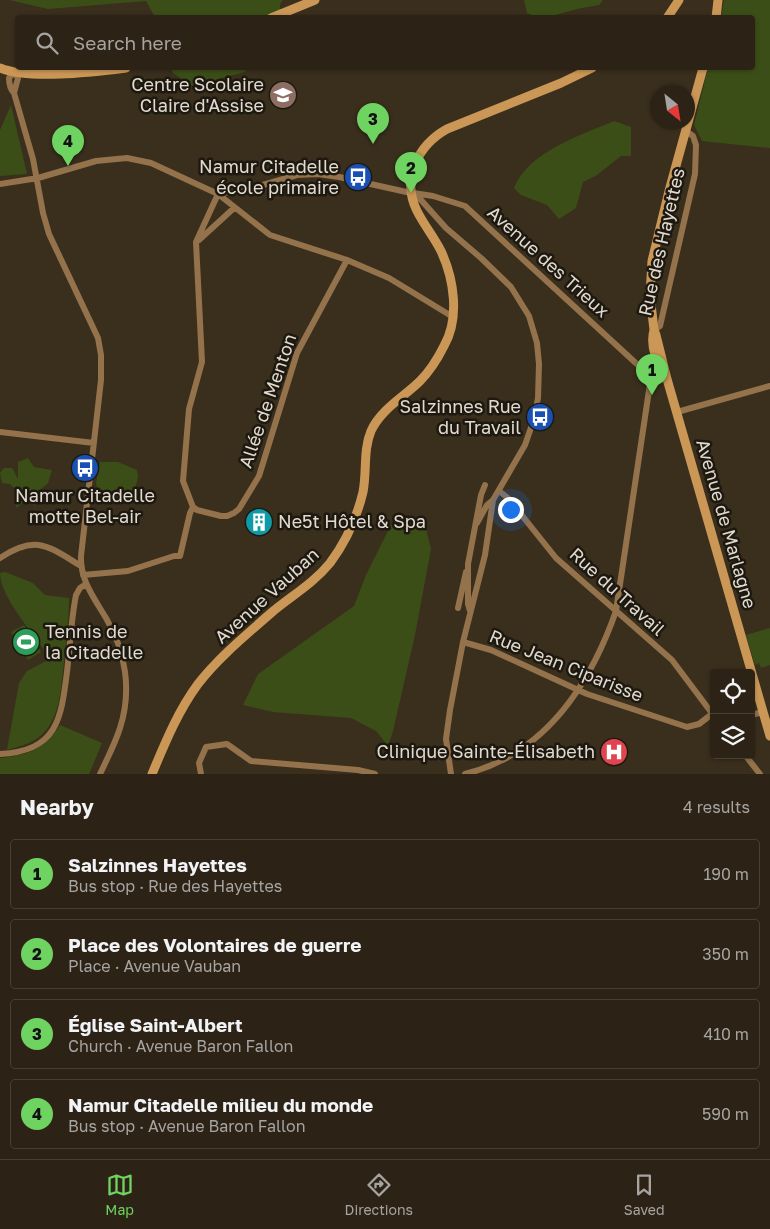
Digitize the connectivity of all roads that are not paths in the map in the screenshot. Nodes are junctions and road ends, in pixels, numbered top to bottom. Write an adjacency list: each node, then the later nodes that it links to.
1 (315, 0): 4 (main road)
2 (678, 0): 5 (main road)
3 (718, 0): 6 (main road)
4 (278, 15)
5 (669, 15)
6 (716, 15)
7 (0, 68): 11 (main road)
8 (99, 70): 11 (main road)
9 (588, 70): 15 (main road, Avenue Vauban)
10 (702, 70): 12 (main road, Avenue de Marlagne)
11 (14, 72): 13 (street)
12 (686, 131): 21 (main road, Avenue de Marlagne); 21 (street, Rue des Hayettes)
13 (38, 178): 14 (street); 16 (street); 28 (street)
14 (0, 184)
15 (411, 193): 16 (street, Avenue des Trieux); 20 (main road, Avenue Vauban); 22 (street, Avenue des Trieux); 30 (street)
16 (218, 194): 17 (street); 18 (street)
17 (234, 208): 18 (street); 19 (street)
18 (196, 242): 32 (street)
19 (347, 260): 20 (street); 32 (street, Allée de Menton)
20 (453, 317): 52 (main road, Avenue Vauban)
21 (654, 330): 23 (main road, Avenue de Marlagne)
22 (645, 371): 23 (street); 24 (street, Avenue des Trieux)
23 (663, 371): 24 (street); 26 (main road, Avenue de Marlagne)
24 (651, 377): 40 (street)
25 (770, 386): 26 (street)
26 (677, 412): 44 (main road, Avenue de Marlagne)
27 (0, 432): 28 (street)
28 (94, 443): 36 (street)
29 (485, 485): 33 (street)
30 (499, 491): 31 (street); 40 (street, Rue du Travail)
31 (494, 500): 33 (street); 41 (street)
32 (193, 507): 37 (street)
33 (475, 526): 35 (street)
34 (0, 558): 36 (street)
35 (468, 564): 39 (street); 41 (street)
36 (81, 566): 37 (street)
37 (83, 575): 38 (street)
38 (86, 584): 49 (street); 51 (street)
39 (458, 608)
40 (616, 611): 43 (street); 45 (street, Rue du Travail)
41 (470, 614): 42 (street)
42 (463, 642): 43 (street, Rue Jean Ciparisse); 55 (street)
43 (577, 689): 47 (street, Rue Jean Ciparisse); 56 (street)
44 (763, 712): 46 (street); 48 (main road, Avenue de Marlagne)
45 (712, 714)
46 (755, 714)
47 (710, 717)
48 (770, 736)
49 (0, 754)
50 (748, 759): 57 (street)
51 (100, 774)
52 (152, 774)
53 (201, 774): 54 (street)
54 (375, 774)
55 (451, 774)
56 (465, 774)
57 (760, 774)

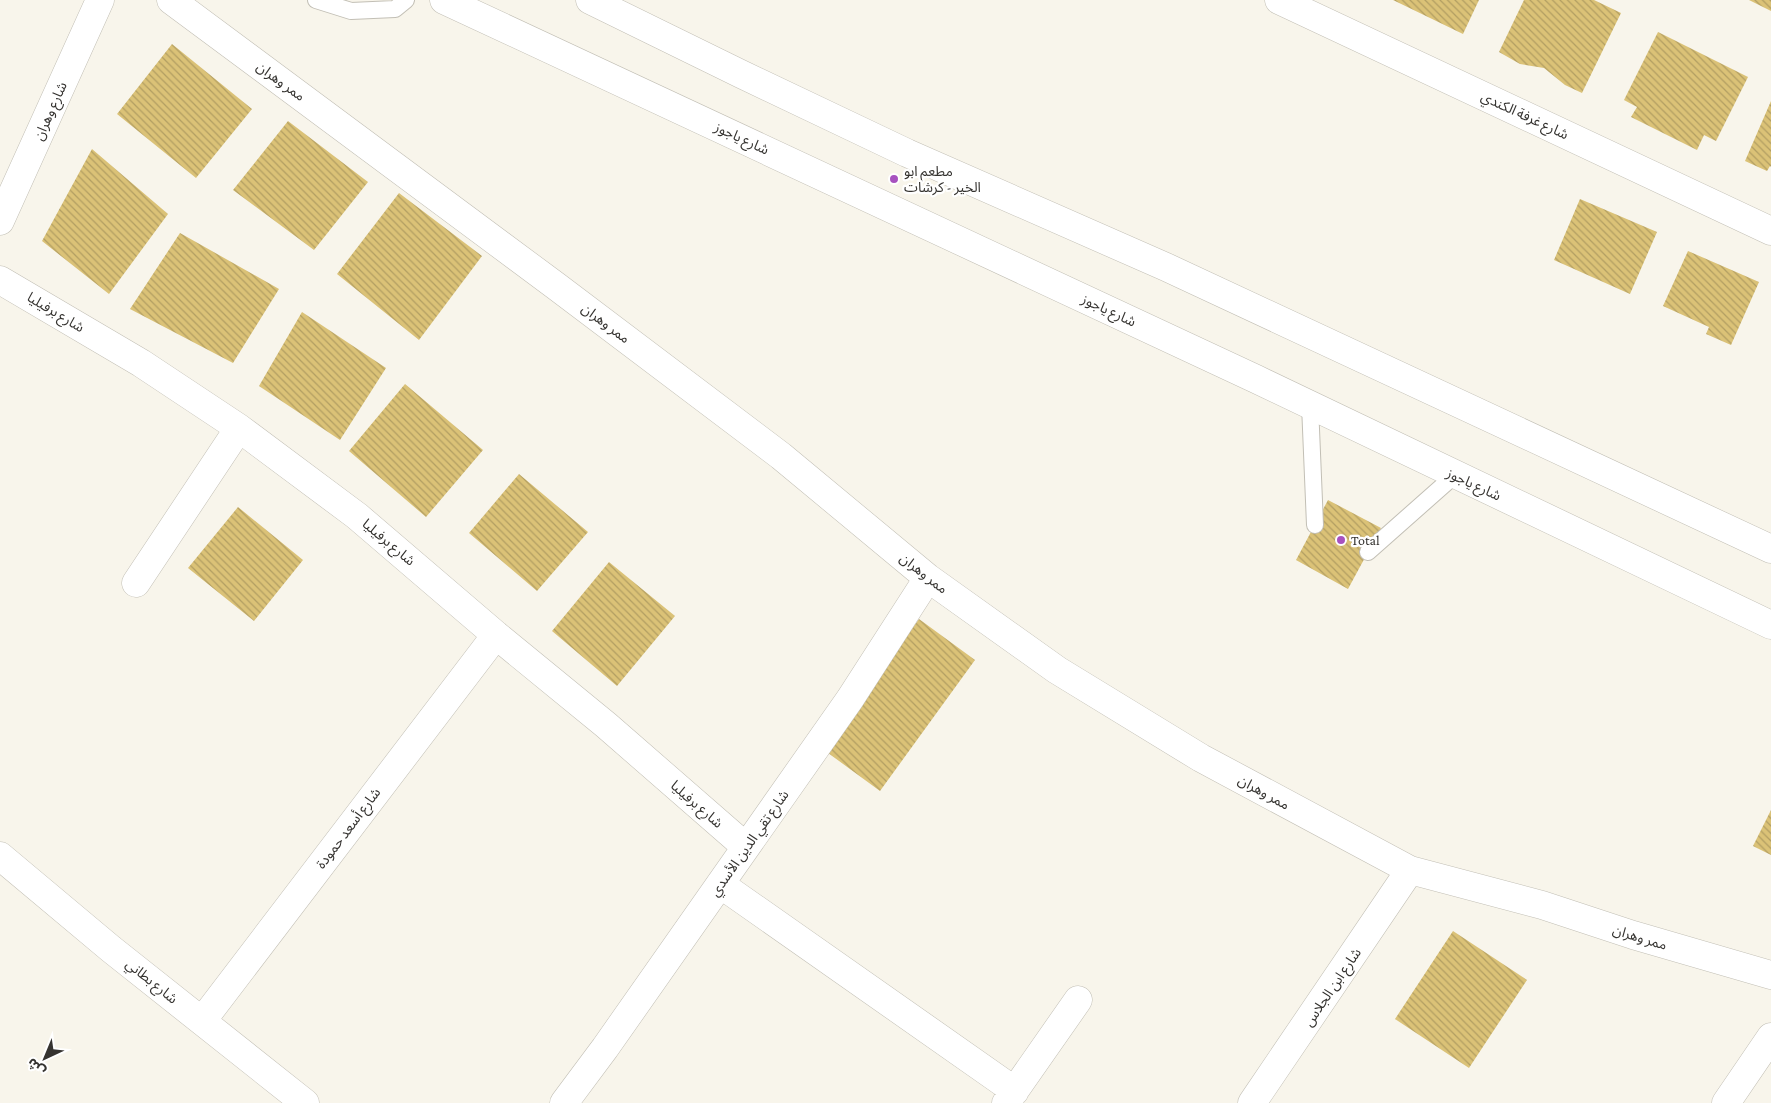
*-*-*
§ Your instructions
Leave every image out when you return the material above word for word.

§ Exercise output
Digitize the connectivity of all roads that are not paths in the map in the screenshot. Nodes are junctions and road ends, in pixels, numbered top to bottom. Write an adjacency list: each node, then the later nodes that it links to.
1 (315, 0): 4 (main road)
2 (678, 0): 5 (main road)
3 (718, 0): 6 (main road)
4 (278, 15)
5 (669, 15)
6 (716, 15)
7 (0, 68): 11 (main road)
8 (99, 70): 11 (main road)
9 (588, 70): 15 (main road, Avenue Vauban)
10 (702, 70): 12 (main road, Avenue de Marlagne)
11 (14, 72): 13 (street)
12 (686, 131): 21 (main road, Avenue de Marlagne); 21 (street, Rue des Hayettes)
13 (38, 178): 14 (street); 16 (street); 28 (street)
14 (0, 184)
15 (411, 193): 16 (street, Avenue des Trieux); 20 (main road, Avenue Vauban); 22 (street, Avenue des Trieux); 30 (street)
16 (218, 194): 17 (street); 18 (street)
17 (234, 208): 18 (street); 19 (street)
18 (196, 242): 32 (street)
19 (347, 260): 20 (street); 32 (street, Allée de Menton)
20 (453, 317): 52 (main road, Avenue Vauban)
21 (654, 330): 23 (main road, Avenue de Marlagne)
22 (645, 371): 23 (street); 24 (street, Avenue des Trieux)
23 (663, 371): 24 (street); 26 (main road, Avenue de Marlagne)
24 (651, 377): 40 (street)
25 (770, 386): 26 (street)
26 (677, 412): 44 (main road, Avenue de Marlagne)
27 (0, 432): 28 (street)
28 (94, 443): 36 (street)
29 (485, 485): 33 (street)
30 (499, 491): 31 (street); 40 (street, Rue du Travail)
31 (494, 500): 33 (street); 41 (street)
32 (193, 507): 37 (street)
33 (475, 526): 35 (street)
34 (0, 558): 36 (street)
35 (468, 564): 39 (street); 41 (street)
36 (81, 566): 37 (street)
37 (83, 575): 38 (street)
38 (86, 584): 49 (street); 51 (street)
39 (458, 608)
40 (616, 611): 43 (street); 45 (street, Rue du Travail)
41 (470, 614): 42 (street)
42 (463, 642): 43 (street, Rue Jean Ciparisse); 55 (street)
43 (577, 689): 47 (street, Rue Jean Ciparisse); 56 (street)
44 (763, 712): 46 (street); 48 (main road, Avenue de Marlagne)
45 (712, 714)
46 (755, 714)
47 (710, 717)
48 (770, 736)
49 (0, 754)
50 (748, 759): 57 (street)
51 (100, 774)
52 (152, 774)
53 (201, 774): 54 (street)
54 (375, 774)
55 (451, 774)
56 (465, 774)
57 (760, 774)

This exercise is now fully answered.